Stem cell researchers who have felt stymied by the lack of federal support for their work were buoyed by Lanza’s feat.

“This is one of the major results of our field,” said Renee Reijo Pera, co-director of the Program in Human Stem Cell Biology at the University of California, San Francisco.

But it is still uncertain whether the technique can meet the tough federal standard designed to protect embryos.

The legislation that funds the Department of Health and Human Services forbids the use of federal money for “research in which a human embryo or embryos are destroyed, discarded, or knowingly subjected to risk of injury or death.”

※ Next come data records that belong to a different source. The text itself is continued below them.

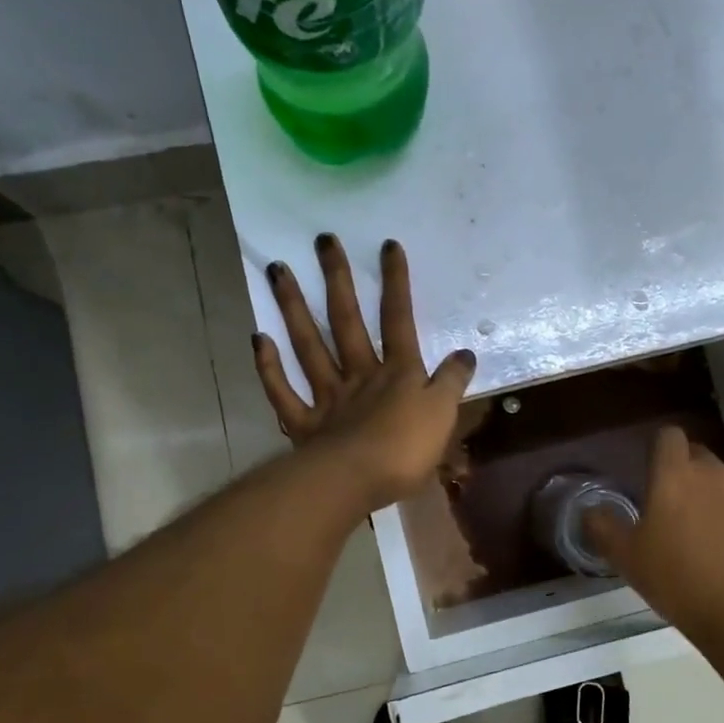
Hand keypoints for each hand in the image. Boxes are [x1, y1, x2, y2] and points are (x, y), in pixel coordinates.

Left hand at [253, 235, 476, 511]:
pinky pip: (283, 392)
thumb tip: (465, 354)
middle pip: (347, 321)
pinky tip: (258, 339)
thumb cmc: (406, 449)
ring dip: (293, 308)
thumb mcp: (444, 414)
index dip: (395, 283)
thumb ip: (452, 382)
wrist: (356, 481)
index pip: (398, 319)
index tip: (387, 246)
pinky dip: (269, 367)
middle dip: (337, 280)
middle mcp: (359, 375)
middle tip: (322, 241)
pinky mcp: (304, 425)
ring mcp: (328, 398)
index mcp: (398, 373)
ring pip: (308, 346)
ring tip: (278, 271)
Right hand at [585, 426, 723, 644]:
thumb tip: (592, 510)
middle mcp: (718, 474)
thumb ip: (604, 527)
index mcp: (676, 476)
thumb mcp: (627, 559)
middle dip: (688, 477)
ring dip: (718, 503)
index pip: (668, 436)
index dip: (660, 450)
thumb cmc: (679, 583)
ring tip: (711, 544)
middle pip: (700, 458)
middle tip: (677, 515)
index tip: (653, 475)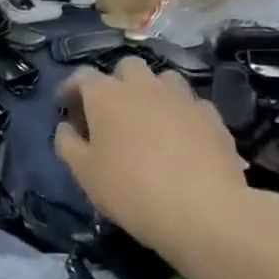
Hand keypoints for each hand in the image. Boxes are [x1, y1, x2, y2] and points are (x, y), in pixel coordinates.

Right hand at [55, 58, 278, 278]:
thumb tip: (67, 127)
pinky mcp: (212, 116)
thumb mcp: (84, 172)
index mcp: (106, 95)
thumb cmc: (130, 189)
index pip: (82, 76)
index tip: (66, 107)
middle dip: (116, 83)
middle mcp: (144, 86)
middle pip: (127, 68)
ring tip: (149, 121)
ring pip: (163, 80)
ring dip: (151, 93)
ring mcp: (182, 97)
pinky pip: (190, 105)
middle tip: (111, 113)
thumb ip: (68, 143)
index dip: (71, 89)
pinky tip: (181, 140)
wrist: (203, 210)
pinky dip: (180, 115)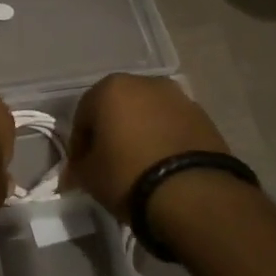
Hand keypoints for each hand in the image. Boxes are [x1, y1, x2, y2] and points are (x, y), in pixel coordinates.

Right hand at [66, 74, 229, 221]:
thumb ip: (78, 168)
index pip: (83, 115)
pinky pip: (172, 126)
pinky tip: (162, 164)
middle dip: (111, 131)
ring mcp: (178, 97)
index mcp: (110, 88)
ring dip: (140, 133)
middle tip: (108, 162)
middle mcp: (144, 83)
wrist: (193, 192)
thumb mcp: (90, 177)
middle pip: (118, 108)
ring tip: (139, 164)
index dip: (80, 144)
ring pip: (148, 114)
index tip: (81, 167)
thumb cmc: (128, 175)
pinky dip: (164, 139)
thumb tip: (72, 173)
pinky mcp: (203, 116)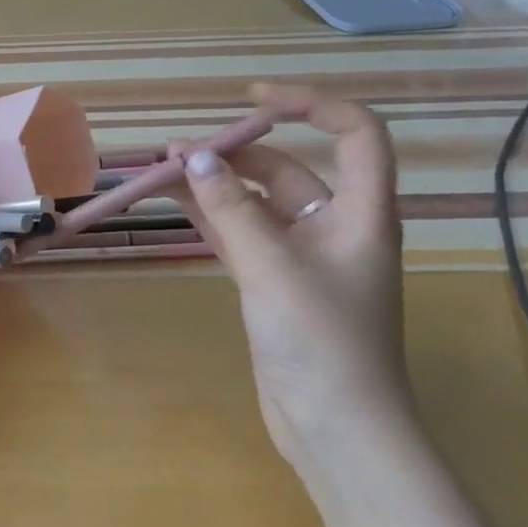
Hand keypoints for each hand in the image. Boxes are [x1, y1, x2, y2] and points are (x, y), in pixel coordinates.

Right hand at [170, 85, 412, 464]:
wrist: (333, 427)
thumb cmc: (321, 343)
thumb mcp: (273, 269)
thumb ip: (232, 212)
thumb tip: (197, 159)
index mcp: (361, 213)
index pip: (354, 134)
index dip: (312, 104)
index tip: (255, 99)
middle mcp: (334, 226)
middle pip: (288, 169)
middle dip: (236, 152)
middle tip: (180, 152)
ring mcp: (301, 257)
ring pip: (255, 204)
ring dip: (216, 185)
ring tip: (165, 169)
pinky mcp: (274, 284)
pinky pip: (241, 236)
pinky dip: (212, 218)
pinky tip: (177, 203)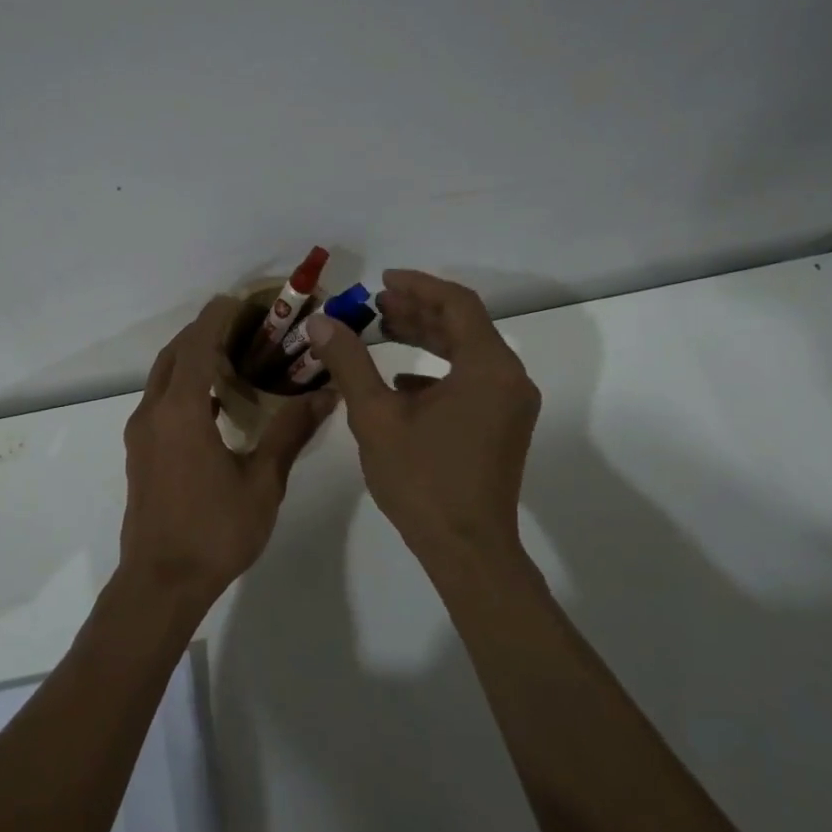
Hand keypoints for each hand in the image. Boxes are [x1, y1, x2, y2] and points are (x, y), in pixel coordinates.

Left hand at [121, 296, 334, 608]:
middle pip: (174, 354)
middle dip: (203, 332)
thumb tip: (325, 393)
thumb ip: (290, 432)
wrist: (161, 583)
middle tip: (243, 325)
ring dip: (191, 358)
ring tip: (232, 356)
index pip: (197, 344)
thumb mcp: (263, 482)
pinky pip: (160, 399)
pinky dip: (183, 384)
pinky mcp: (139, 452)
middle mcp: (153, 412)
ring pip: (162, 376)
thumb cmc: (215, 531)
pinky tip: (213, 401)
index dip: (217, 317)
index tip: (240, 299)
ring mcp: (141, 433)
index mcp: (181, 411)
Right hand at [306, 270, 539, 568]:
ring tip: (381, 330)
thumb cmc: (422, 480)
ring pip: (467, 353)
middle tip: (374, 305)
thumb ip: (350, 363)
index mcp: (488, 368)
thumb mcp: (376, 416)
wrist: (466, 549)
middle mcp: (509, 379)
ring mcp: (509, 405)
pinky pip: (470, 381)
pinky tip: (399, 380)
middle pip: (464, 326)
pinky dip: (436, 370)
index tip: (381, 281)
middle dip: (418, 310)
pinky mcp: (502, 426)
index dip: (418, 285)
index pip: (457, 304)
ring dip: (426, 338)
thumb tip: (321, 322)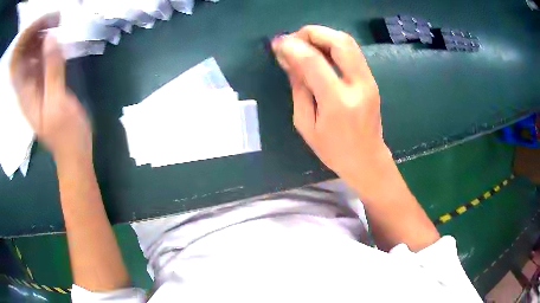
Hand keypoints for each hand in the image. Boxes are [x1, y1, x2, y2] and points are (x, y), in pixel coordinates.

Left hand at [10, 13, 91, 160]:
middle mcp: (27, 86)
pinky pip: (43, 60)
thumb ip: (52, 69)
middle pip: (25, 57)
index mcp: (25, 93)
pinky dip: (48, 47)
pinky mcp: (46, 83)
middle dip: (33, 36)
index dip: (24, 44)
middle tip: (48, 16)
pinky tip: (56, 35)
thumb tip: (51, 36)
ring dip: (41, 38)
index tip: (35, 24)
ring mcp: (36, 84)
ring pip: (34, 56)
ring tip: (53, 19)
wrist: (74, 148)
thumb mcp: (57, 100)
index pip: (19, 64)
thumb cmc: (65, 131)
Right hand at [272, 26, 393, 200]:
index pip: (313, 61)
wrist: (367, 160)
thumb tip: (289, 60)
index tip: (278, 43)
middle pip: (339, 41)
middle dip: (312, 32)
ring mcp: (369, 80)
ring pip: (348, 42)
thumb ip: (299, 89)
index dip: (292, 46)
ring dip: (323, 36)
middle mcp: (358, 85)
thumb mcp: (306, 124)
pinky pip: (352, 52)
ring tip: (304, 43)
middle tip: (294, 39)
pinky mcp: (371, 79)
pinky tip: (319, 52)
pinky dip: (333, 45)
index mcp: (338, 102)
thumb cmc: (333, 150)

Doerflinger said the safety of the single-cell biopsy procedure had not been scientifically established.

“Some embryos do not survive the process, and some survivors may have long-term effects later in life,” he said.

Fertility specialists who perform the procedure acknowledge there have been no scientific efforts to study its effect on embryos or to track the children after they are born.

Nicanor Austriaco, a Dominican friar and molecular biologist at Providence College in Providence, R.I., raised another potential problem: What if the single cell that has been removed can itself become an embryo?

In other mammals, researchers have found that a single blastomere can develop into an identical copy of the original embryo.

“This raises the concern that the blastomeres isolated by ACT in order to create a stem cell line are in fact bona fide embryos that are destroyed in the process of creating the stem cell lines,” Austriaco said.

Stem cell experts said that argument was speculative. While it may be possible to grow a human blastomere into a full-scale embryo, it does not occur naturally and has never been documented in a lab.

“They’re citing something without any medical evidence,” said Irving L. Weissman, director of Stanford University’s stem cell institute.